5 Undervalued Stocks in Ken Fisher’s 2022 Portfolio

4. Shell Plc (NYSE:SHEL)

Fisher Asset Management’s Stake Value: $1,076,420,000

Percentage of Fisher Asset Management’s 13F Portfolio: 0.63% 

PE Ratio as of June 14: 5.68

Number of Hedge Fund Holders: 37

On May 5, Shell Plc (NYSE:SHEL) released earnings for the first quarter of fiscal year 2022. The company generated a revenue of $84.20 billion, up 51.27% year over year, and outperformed expectations by $39.36 billion. Shell Plc (NYSE:SHEL) reported earnings per share of $2.40 for the quarter, ahead of expectations by $0.21.

This June, Credit Suisse analyst Amy Wong initiated coverage of Shell Plc (NYSE:SHEL) with an Outperform rating and a 3,000 GBP price target, labeling the company as her top pick in the European integrated energy market.

As of June 14, Shell Plc (NYSE:SHEL) has gained 55.87% over the past twelve months and has a PE ratio of 5.68, along with a trailing twelve-month dividend yield of 1.75%.

In the first quarter of 2022, Fisher Asset Management went long in Shell Plc (NYSE:SHEL) and purchased 19.59 million shares of the company. As of March 31, the fund’s stakes in Shell Plc (NYSE:SHEL) are valued at $1.07 billion, which covers 0.63% of its investment portfolio.

At the end of Q1 2022, 37 hedge funds disclosed ownership of stakes in Shell Plc (NYSE:SHEL). The total stakes of these hedge funds in the company were valued at $5.63 billion, up from $2.63 billion in the prior quarter with 41 positions.

Grantham Mayo Van Otterloo & Co.

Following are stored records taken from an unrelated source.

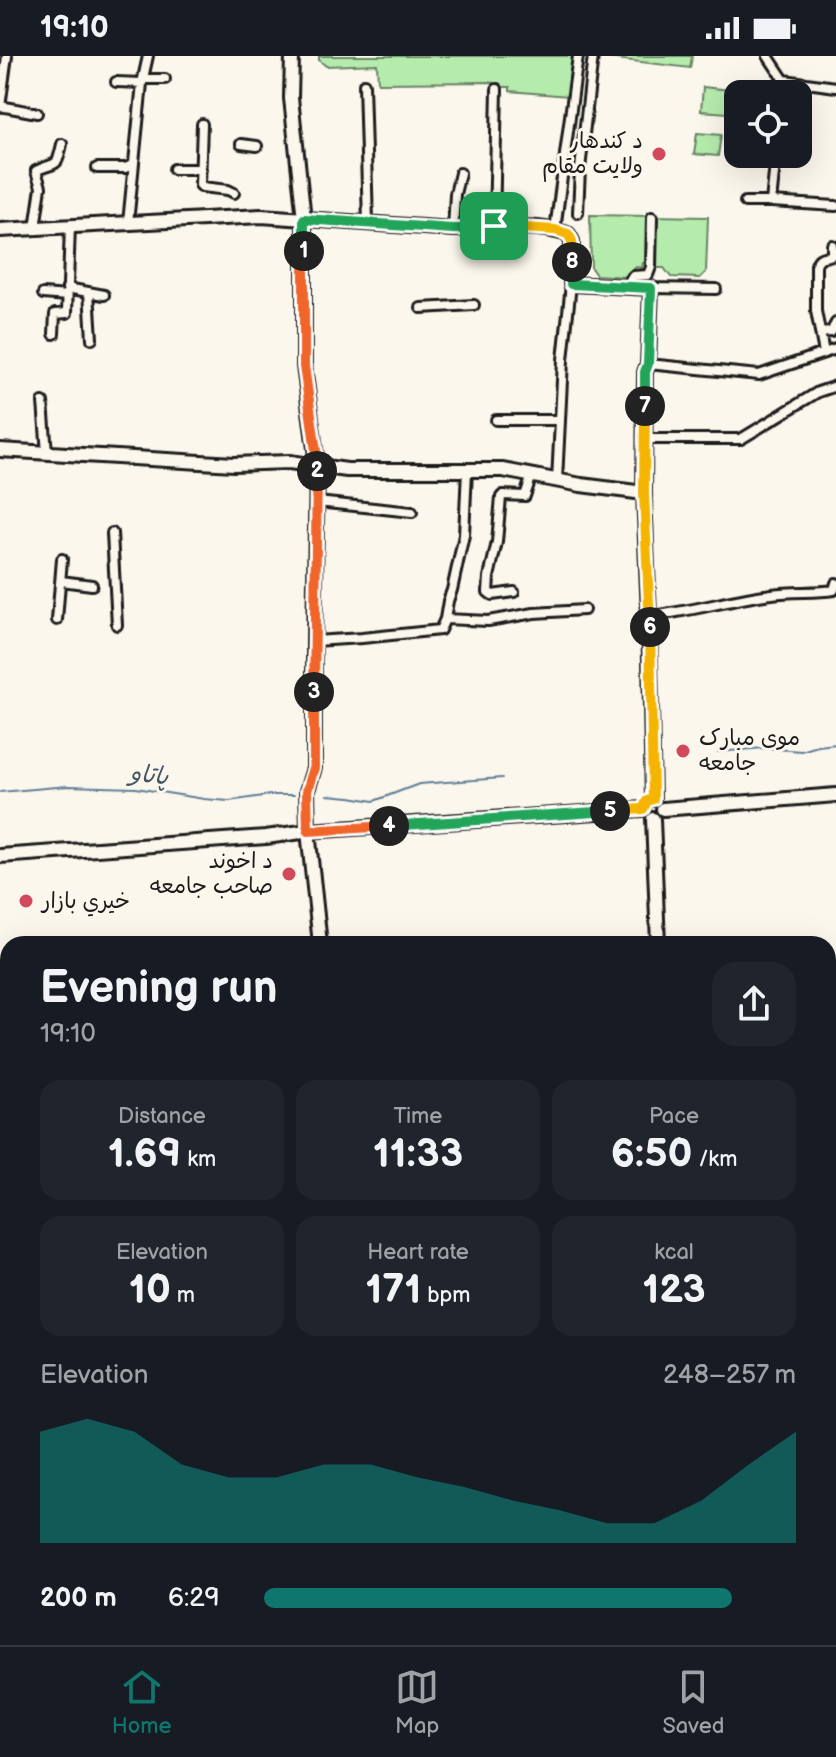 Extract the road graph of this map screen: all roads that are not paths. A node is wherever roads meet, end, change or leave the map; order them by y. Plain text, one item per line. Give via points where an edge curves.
1 (7, 56) edge
2 (148, 56) edge
3 (292, 56) edge
4 (578, 56) edge
5 (593, 56) edge
6 (768, 56) edge
7 (165, 79) dead end
8 (784, 80) edge
9 (143, 81) junction
10 (116, 82) dead end
11 (364, 84) dead end
12 (812, 84) edge
13 (836, 87) edge
14 (497, 89) dead end
15 (0, 107) edge
16 (37, 113) dead end
17 (202, 124) dead end
18 (62, 144) dead end
19 (241, 144) dead end
20 (257, 146) dead end
21 (133, 165) junction
22 (97, 168) dead end
23 (775, 168) edge
24 (174, 169) dead end
25 (201, 169) junction
26 (460, 173) dead end
27 (234, 193) dead end
28 (745, 202) dead end
29 (771, 202) junction
30 (836, 206) edge
31 (578, 213) dead end
32 (652, 217) dead end
33 (304, 219) junction
34 (128, 223) junction
35 (368, 223) junction
36 (70, 226) junction
37 (494, 226) junction
38 (35, 228) junction
39 (453, 229) junction
40 (0, 230) edge
41 (555, 230) junction
42 (832, 245) dead end
43 (571, 284) junction
44 (627, 285) dead end
45 (651, 288) junction
46 (716, 289) dead end
47 (67, 292) junction
48 (89, 292) junction
49 (43, 294) dead end
50 (104, 295) dead end
51 (474, 305) dead end
52 (421, 308) dead end
53 (836, 323) edge
54 (820, 333) junction
55 (54, 334) dead end
56 (92, 339) dead end
57 (836, 349) edge
58 (824, 353) junction
59 (648, 364) junction
60 (836, 386) edge
61 (43, 402) dead end
62 (496, 420) dead end
63 (560, 420) junction
64 (645, 439) junction
65 (0, 450) edge
66 (47, 453) junction
67 (317, 464) junction
68 (467, 470) junction
69 (532, 475) junction
70 (557, 481) junction
71 (644, 493) junction
72 (317, 502) junction
73 (412, 512) dead end
74 (112, 533) dead end
75 (62, 559) dead end
76 (61, 581) junction
77 (92, 585) dead end
78 (835, 587) edge
79 (514, 592) dead end
80 (836, 602) edge
81 (584, 610) dead end
82 (649, 616) junction
83 (445, 619) junction
84 (57, 620) dead end
85 (117, 625) dead end
86 (314, 641) junction
87 (836, 795) edge
88 (653, 809) junction
89 (308, 831) junction
90 (0, 856) edge
91 (319, 936) edge
92 (658, 936) edge

1 - 15 street
2 - 9 street
3 - 33 street via 291,98
4 - 41 street
5 - 31 street
6 - 8 street
7 - 9 street
9 - 10 street
9 - 21 street
11 - 35 street
12 - 13 street
14 - 37 street
15 - 16 street
17 - 25 street
18 - 38 street via 57,163 36,171 41,187
19 - 20 street
21 - 22 street
21 - 34 street
23 - 29 street
24 - 25 street
25 - 27 street via 201,186
26 - 39 street
28 - 29 street
29 - 30 street
32 - 44 street via 651,267 648,275 633,276
33 - 34 street
33 - 35 street
33 - 67 street via 304,366
34 - 36 street
35 - 39 street
36 - 38 street
36 - 47 street
37 - 39 street
37 - 41 street
38 - 40 street
41 - 43 street via 572,241
42 - 54 street via 832,255 817,259 816,265
43 - 45 street
43 - 63 street
45 - 46 street
45 - 59 street
47 - 48 street
47 - 49 street
47 - 55 street via 67,313 55,314
48 - 50 street
48 - 56 street
51 - 52 street
53 - 54 street via 831,332
54 - 58 street
57 - 58 street
58 - 59 street via 759,375
59 - 64 street
60 - 64 street via 741,439
61 - 66 street
62 - 63 street
63 - 70 street
64 - 71 street
65 - 66 street
66 - 67 street
67 - 68 street via 347,470
67 - 72 street
68 - 69 street
68 - 83 street via 464,535
69 - 70 street
69 - 79 street via 524,496 502,495 489,577 492,595
70 - 71 street
71 - 82 street
72 - 73 street
72 - 86 street
74 - 85 street
75 - 76 street
76 - 77 street
76 - 84 street
78 - 80 street
78 - 82 street
81 - 83 street via 488,621
82 - 88 street
83 - 86 street via 440,630
86 - 89 street via 314,768 307,791
87 - 88 street
88 - 89 street
88 - 92 street
89 - 90 street
89 - 91 street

LLC, an asset management firm, recently published its first-quarter 2022 investor letter in which it mentioned Shell Plc (NYSE:SHEL). Here is what the firm had to say:

“The market is simply not valuing resource companies at reasonable levels given any plausible base case for how the world might play out, in our opinion. With oil prices up around 65% and natural gas prices up hundreds of percent since the beginning of 2020, Shell (NYSE:SHEL), a bellwether for the oil and gas industry, is more or less flat. With the movement in oil and gas prices, one would have expected Shell’s stock price to surge. It didn’t, however, leaving Shell at very attractive valuation levels. At commodity prices as of the end of the first quarter, Shell would be cranking out free cash flow yields of 22-23% for the next few years according to our models.”